EXERCISE BRIEF.
A bare number is the expected answer: the count of lines in the data holding "graph".

Collected data
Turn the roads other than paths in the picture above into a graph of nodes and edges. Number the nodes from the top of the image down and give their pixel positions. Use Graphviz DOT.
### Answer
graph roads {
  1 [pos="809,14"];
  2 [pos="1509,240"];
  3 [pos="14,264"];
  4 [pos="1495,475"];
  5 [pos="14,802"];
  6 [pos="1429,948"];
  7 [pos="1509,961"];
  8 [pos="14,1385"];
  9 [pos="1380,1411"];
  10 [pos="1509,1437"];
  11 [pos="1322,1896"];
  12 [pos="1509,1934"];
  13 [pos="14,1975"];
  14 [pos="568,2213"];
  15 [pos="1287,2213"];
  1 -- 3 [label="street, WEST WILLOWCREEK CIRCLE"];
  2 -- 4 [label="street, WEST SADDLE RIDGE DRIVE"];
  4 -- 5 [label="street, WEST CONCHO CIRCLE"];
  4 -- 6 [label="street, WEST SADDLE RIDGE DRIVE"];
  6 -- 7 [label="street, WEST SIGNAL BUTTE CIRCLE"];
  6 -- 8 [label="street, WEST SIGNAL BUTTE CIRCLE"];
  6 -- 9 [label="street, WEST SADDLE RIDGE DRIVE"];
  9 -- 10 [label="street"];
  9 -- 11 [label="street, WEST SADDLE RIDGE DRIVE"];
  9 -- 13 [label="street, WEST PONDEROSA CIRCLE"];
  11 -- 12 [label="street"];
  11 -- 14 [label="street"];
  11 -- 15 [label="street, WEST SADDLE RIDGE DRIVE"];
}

YOUR RESPONSE.
2